Just wondering if the material of shelves may affect sound. Pre BHK, DS DAC, PW SACD, Pre Phono and TT Techincs MC on 3 upper shelves while M1200 and 2 P12 power plants on other 2 shelves under.
Is aluminium shelf a good solution or this metal can cause resonance or something else unwanted. I found a way to cover aluminium plate shelf with a thin layer of wood MDF. So they are rigid and solid metal inside {reducing thickness for saving space) while the surface id wooden.
Each component is separated from each other (no stack) and decoupled with 4 IsoAcoustic feet Orea.
Metal resonates much more so than wood. Rap your knuckles on anything metal and listen for how long it rings. If isolated with weight (the weight of the components) it can be fine. I like to isolate any shelves from the structure with something like this:
IMO you can’t generalize things. Damping of a material can play a role as well as deduction speed. The best solution usually is the combination of both (e.g. damped, fast metal). Fast metal is e.g. titanium, but alloy is also quite fast. It can be damped by fluid or sand etc. and still has its fast deduction ability.

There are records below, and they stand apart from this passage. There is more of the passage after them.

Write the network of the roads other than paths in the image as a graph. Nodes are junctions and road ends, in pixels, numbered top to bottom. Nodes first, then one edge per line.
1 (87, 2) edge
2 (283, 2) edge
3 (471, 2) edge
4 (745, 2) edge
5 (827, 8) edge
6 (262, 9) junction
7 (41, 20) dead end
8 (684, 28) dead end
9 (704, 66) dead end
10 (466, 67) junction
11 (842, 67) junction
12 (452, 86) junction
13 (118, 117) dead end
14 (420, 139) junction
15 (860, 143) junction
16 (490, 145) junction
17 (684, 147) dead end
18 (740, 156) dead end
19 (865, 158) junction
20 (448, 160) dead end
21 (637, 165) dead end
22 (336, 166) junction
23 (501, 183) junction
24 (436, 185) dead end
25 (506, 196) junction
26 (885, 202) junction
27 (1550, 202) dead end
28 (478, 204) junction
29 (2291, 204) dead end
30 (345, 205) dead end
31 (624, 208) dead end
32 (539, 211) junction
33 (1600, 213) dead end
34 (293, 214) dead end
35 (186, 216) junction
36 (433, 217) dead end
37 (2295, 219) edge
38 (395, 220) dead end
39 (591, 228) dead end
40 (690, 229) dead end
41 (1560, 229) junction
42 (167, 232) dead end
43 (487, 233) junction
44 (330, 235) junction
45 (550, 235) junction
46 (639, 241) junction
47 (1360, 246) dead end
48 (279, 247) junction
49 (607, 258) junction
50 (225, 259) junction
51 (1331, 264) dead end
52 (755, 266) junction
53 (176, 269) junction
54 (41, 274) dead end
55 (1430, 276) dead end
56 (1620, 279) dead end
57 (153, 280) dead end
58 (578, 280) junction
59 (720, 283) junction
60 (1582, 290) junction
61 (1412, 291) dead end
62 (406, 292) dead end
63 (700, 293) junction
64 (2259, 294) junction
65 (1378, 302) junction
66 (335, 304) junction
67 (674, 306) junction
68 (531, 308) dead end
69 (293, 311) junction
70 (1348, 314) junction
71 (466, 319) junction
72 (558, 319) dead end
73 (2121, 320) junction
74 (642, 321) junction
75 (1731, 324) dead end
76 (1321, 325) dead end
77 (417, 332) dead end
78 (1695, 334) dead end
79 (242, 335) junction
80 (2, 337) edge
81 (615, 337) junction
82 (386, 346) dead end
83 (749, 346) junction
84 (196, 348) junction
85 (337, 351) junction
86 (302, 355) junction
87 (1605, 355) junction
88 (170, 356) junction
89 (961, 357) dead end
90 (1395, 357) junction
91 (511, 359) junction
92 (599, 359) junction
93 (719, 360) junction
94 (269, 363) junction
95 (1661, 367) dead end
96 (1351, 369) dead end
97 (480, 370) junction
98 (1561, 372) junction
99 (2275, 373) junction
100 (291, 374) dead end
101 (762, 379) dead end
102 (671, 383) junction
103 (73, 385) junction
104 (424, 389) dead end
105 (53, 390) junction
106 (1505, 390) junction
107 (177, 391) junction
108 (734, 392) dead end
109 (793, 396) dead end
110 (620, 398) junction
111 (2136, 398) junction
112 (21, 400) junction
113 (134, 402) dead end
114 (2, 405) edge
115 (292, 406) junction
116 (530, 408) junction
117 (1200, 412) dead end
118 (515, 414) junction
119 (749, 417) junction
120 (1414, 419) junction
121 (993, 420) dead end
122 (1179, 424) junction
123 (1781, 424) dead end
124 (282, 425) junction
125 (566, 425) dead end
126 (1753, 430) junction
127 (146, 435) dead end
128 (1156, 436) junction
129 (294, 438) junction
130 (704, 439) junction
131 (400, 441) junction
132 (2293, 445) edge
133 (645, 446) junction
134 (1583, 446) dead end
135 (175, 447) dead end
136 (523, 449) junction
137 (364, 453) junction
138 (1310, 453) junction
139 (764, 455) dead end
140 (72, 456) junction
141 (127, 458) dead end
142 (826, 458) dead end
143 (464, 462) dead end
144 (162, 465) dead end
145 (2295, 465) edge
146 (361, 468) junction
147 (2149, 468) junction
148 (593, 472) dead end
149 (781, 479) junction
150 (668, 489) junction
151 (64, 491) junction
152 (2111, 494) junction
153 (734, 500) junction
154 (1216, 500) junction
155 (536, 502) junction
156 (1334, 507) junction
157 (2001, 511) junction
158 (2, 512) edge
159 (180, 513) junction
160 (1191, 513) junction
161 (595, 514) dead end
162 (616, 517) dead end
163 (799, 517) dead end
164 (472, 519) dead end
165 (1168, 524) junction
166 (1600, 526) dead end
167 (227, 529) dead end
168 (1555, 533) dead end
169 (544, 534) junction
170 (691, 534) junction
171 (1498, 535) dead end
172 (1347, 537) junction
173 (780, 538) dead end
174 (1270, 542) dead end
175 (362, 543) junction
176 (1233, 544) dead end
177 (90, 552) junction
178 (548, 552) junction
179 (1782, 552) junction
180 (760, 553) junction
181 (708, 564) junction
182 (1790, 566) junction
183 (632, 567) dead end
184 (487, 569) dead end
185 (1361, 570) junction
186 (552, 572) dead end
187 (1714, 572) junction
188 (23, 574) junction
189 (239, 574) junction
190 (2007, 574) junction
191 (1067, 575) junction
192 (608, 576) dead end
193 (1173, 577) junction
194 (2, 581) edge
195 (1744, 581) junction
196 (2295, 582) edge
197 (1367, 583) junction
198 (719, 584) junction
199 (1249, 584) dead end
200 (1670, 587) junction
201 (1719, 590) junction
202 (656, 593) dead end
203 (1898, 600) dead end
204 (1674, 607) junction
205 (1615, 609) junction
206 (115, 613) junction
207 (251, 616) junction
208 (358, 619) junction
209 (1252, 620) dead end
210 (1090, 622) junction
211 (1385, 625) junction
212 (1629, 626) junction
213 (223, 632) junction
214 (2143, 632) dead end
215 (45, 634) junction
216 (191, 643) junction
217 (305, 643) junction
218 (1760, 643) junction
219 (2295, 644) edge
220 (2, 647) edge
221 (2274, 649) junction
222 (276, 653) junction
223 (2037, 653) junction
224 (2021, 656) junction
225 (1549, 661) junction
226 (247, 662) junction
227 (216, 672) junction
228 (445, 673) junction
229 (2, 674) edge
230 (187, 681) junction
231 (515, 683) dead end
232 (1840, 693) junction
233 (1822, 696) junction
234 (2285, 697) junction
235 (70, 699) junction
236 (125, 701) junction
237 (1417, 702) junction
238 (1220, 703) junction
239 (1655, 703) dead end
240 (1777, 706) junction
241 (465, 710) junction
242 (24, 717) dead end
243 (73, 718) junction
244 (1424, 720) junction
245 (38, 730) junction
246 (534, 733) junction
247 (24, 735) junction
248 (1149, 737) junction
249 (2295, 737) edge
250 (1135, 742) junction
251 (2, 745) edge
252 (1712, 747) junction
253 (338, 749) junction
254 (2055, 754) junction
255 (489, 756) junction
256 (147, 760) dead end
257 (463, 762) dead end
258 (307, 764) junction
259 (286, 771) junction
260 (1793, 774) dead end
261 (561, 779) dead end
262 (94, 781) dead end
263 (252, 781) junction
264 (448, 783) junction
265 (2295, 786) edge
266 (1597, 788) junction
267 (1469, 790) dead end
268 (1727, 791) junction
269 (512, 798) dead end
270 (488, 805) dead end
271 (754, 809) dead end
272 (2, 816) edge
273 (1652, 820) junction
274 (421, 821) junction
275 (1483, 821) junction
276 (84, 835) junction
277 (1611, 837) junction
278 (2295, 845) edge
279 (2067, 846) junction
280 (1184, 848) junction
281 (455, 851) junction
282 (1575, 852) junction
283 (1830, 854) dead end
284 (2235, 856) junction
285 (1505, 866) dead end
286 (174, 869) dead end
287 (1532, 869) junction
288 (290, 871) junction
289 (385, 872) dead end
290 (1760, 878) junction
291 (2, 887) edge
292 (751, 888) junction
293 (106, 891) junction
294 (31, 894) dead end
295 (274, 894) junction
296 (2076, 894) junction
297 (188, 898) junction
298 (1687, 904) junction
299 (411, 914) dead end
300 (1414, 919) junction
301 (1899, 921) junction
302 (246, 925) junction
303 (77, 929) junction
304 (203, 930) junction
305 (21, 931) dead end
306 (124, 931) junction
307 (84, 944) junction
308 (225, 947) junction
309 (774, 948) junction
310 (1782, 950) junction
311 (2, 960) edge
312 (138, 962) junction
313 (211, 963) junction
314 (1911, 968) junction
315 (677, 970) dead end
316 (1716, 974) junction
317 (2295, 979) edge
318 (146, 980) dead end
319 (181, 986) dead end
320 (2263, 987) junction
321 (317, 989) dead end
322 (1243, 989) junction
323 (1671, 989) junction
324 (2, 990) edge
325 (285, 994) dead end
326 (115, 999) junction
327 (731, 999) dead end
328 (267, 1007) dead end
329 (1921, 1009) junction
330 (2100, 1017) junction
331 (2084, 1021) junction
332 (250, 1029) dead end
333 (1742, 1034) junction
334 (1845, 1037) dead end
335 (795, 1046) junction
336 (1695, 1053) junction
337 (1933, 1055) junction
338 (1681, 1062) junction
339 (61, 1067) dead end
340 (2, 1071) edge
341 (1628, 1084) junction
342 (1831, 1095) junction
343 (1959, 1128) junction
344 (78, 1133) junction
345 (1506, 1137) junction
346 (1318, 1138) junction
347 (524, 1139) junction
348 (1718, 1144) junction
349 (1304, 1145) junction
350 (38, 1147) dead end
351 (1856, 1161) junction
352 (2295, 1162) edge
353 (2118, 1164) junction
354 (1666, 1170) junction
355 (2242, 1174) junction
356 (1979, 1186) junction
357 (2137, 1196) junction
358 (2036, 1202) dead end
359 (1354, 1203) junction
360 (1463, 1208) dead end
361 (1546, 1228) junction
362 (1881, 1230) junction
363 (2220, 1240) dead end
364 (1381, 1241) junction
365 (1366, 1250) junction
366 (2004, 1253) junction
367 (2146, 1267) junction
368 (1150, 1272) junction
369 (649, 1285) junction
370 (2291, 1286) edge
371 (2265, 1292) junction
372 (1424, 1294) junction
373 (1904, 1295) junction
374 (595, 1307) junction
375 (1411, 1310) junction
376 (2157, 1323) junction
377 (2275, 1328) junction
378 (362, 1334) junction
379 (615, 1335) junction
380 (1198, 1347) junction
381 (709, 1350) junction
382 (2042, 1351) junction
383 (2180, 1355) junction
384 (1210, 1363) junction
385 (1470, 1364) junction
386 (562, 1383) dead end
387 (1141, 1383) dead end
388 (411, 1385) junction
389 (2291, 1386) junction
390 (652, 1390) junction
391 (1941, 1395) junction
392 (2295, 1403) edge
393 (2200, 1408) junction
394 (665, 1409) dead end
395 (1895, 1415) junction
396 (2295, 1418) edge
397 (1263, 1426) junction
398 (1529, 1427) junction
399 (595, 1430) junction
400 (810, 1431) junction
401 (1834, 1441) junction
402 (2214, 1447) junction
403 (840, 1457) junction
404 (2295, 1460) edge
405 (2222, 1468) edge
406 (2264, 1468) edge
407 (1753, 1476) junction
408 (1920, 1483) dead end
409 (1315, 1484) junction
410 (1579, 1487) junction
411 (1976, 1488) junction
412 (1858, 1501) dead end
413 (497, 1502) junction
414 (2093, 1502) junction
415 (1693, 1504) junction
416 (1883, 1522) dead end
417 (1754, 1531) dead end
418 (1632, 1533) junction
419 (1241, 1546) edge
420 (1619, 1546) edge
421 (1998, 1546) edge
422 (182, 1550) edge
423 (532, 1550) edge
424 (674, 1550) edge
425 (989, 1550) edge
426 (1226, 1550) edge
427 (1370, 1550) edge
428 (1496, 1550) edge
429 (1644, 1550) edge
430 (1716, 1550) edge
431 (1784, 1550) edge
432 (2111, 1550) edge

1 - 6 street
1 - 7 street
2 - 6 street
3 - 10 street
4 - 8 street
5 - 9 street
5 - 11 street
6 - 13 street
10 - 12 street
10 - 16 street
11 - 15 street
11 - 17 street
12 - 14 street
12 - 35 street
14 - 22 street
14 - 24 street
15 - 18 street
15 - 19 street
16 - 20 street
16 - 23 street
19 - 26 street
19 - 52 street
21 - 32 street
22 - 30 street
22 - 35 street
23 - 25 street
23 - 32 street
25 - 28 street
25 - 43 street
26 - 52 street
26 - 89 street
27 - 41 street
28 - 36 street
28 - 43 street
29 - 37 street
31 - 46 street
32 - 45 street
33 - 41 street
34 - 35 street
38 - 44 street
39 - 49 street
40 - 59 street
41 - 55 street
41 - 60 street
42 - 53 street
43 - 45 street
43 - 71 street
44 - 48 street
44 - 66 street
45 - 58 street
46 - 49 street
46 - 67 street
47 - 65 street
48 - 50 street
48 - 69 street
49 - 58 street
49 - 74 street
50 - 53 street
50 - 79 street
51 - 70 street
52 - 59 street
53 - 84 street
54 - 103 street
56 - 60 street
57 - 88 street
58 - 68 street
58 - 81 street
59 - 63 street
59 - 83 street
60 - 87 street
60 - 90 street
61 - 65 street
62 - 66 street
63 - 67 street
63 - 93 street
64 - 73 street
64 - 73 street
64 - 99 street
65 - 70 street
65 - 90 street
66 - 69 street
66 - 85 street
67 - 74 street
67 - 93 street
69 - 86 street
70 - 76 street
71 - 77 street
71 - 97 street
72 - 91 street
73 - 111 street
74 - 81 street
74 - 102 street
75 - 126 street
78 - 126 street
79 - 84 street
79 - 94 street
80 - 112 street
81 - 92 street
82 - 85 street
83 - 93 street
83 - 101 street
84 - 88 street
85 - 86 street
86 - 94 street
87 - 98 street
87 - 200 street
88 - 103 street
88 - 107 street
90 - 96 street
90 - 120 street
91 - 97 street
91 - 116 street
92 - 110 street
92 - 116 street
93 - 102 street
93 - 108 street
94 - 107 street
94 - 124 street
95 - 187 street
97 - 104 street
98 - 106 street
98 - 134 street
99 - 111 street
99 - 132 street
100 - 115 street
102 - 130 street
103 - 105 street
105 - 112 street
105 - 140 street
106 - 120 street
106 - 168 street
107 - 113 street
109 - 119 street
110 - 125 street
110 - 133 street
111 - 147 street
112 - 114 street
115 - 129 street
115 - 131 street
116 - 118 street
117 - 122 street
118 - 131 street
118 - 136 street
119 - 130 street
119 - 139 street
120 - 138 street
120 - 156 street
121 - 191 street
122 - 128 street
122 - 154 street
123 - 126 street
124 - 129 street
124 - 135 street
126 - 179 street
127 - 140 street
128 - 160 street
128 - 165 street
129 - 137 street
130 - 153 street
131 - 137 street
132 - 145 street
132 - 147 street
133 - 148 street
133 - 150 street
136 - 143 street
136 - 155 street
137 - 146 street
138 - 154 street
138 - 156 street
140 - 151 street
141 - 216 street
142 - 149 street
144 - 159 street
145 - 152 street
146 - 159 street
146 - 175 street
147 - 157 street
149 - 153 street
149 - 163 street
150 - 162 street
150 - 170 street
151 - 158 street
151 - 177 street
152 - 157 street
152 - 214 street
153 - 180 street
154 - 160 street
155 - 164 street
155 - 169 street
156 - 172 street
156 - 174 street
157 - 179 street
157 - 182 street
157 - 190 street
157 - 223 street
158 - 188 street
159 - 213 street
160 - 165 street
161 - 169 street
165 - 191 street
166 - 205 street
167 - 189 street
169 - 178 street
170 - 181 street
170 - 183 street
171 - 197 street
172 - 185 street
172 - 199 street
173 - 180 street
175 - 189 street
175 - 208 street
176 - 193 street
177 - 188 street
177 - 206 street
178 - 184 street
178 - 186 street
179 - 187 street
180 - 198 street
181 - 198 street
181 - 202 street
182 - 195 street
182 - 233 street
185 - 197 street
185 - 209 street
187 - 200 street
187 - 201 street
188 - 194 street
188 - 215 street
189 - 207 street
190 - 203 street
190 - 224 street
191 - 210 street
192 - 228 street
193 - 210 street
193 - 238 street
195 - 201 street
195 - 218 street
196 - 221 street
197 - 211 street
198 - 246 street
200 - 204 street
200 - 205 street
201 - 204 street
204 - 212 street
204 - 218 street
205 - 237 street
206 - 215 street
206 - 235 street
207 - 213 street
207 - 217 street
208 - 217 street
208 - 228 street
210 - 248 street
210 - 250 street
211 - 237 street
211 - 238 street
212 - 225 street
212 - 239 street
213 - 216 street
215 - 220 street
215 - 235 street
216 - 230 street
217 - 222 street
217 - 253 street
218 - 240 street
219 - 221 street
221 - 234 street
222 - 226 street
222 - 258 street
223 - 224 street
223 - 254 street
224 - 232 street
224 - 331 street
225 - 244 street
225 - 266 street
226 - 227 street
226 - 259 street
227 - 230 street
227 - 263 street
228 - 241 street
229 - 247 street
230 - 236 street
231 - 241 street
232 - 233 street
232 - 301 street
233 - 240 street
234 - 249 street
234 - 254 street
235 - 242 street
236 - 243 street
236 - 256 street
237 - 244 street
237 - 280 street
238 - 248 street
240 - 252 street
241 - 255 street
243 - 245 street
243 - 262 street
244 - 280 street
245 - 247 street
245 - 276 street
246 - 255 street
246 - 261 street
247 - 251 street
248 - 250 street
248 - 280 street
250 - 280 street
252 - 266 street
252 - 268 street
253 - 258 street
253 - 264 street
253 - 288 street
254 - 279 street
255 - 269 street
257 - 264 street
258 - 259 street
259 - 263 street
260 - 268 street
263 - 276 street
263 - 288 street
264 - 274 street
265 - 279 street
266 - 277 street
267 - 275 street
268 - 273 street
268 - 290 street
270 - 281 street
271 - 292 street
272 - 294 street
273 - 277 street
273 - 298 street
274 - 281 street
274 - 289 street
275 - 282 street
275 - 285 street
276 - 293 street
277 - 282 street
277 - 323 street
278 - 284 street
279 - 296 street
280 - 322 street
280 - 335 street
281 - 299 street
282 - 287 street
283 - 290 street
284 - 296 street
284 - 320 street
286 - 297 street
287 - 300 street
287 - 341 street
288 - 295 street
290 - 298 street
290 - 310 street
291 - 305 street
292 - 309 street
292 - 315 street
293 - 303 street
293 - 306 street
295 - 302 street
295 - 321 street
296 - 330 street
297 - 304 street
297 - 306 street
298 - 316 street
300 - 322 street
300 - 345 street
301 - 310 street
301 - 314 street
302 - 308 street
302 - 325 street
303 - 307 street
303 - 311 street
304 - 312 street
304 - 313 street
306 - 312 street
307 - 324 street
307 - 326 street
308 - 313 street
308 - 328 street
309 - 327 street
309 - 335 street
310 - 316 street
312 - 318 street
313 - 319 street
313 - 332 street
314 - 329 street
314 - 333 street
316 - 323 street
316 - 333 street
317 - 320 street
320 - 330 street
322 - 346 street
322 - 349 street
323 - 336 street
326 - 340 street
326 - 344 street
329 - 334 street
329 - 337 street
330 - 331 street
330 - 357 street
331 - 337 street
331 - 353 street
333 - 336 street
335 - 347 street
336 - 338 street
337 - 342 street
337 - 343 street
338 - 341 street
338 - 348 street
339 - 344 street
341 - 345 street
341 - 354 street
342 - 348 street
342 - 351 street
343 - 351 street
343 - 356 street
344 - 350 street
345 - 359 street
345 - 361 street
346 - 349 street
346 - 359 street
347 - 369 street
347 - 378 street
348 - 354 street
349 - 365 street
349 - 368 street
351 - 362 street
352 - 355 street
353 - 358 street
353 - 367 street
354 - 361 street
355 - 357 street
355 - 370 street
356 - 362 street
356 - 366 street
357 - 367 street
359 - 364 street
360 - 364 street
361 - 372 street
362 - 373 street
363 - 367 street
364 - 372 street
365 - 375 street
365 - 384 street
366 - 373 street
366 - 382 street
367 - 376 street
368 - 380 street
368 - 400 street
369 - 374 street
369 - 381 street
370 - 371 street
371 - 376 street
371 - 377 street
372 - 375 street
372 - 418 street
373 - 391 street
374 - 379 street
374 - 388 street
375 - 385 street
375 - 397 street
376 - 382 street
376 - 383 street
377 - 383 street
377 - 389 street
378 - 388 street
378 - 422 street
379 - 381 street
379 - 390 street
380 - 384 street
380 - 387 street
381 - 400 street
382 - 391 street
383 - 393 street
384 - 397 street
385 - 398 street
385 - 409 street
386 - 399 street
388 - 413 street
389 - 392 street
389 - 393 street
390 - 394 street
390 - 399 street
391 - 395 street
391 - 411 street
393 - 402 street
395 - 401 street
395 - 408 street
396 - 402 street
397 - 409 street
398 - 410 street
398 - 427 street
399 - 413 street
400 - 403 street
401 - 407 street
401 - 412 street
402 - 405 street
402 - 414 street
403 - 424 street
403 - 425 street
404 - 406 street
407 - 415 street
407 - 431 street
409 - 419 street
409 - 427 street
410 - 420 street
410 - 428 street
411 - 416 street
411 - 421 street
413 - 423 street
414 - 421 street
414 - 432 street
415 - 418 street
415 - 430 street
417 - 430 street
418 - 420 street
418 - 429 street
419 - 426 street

Depending on the concept (in this case of a rack) damping ones or deducing ones can be good. It’s important that a thought out concept is observable and not just a shallow story behind just another rack offer. It all also has to fit to your situation (floor, equipment feet etc.). If deduction is the concept of the rack, the interface to the floor and the characteristic of the floor should support it (similar with the choice of equipment feet).
People always one easy rules, but what you need is either know how or someone with experience and good advice for the individual situation.
One thing you can be quite sure about: anything out of glass (no matter if a turntable platter or a rack shelf should be strongly avoided.
And maybe the most important:
Don’t be anal about things that make no difference for your setup. Do the cross check (but listen at louder levels as this will reveal more differences). Put your stuff shortly on a chair or floor and on a good rack. If you hear hardly any difference, buy a good Scotch Whisky and some records instead
Glass can be damped like anything else but I too would avoid it for the same reasons I’d avoid metal. Both are far more difficult to damp than wood as many species of wood are naturally damped.
Thank you. I prefer wine (good wine) here in Italy. My question about aluminium, in general, is strictly connected to a choice: the rack I’m building is handmade. I can design the size, the composition, the shelves with a local artisan carpenter, the man who solves any problem!
The idea was to use aluminium in every single shelf to be solid, resistant, rigid, plane, robust but… thin, so much more thin. It means more space, then. Then applying above and under every aluminium shelf a foil of wood, to reduce resonance, to feel it more warm and good looking.
Resonance, magnetism, waves, noise or disturb due to electricity gears so close to each other…
This is why I posted my doubt here into the Forum: to avoid a big error if my idea was wrong. You know: first ask, then decide and act!
Thank you again, I return listening to my ‘70s vinyls some rock at midnight. not on a chair, on comfortable sofa! Cheers…
But danping is not always wanted. Damping without deduction means the vibration stays in the circuit at an early position for too long in case it’s not wiped out directly (which it usually can’t be snide wood only).
As I said, imo it depends in the concept.
And imo you can’t compare glass with metal…from its resonance and as metal is usually not used for a base and glass not for bracing (but vice versa). The evil thing is glass as a base (which unfortunately is quite usual). The evil thing (especially if additionally damped) is not metal as bracing or pillars (which is quite usual, too). Undankes Metal as bracing with glass as bases is probably worst.
I would then go for what you think is good looking and what’s robust, too. Without deeper knowledge you have no real resonance concept (which may just sound fine enough anyway), so it’s pot luck how it exactly sounds at the end. Wood is easy, looks solid and doesn’t sound false as glass can, even if probably not as good as a sophisticated individual concept (which no one can deliver here probably).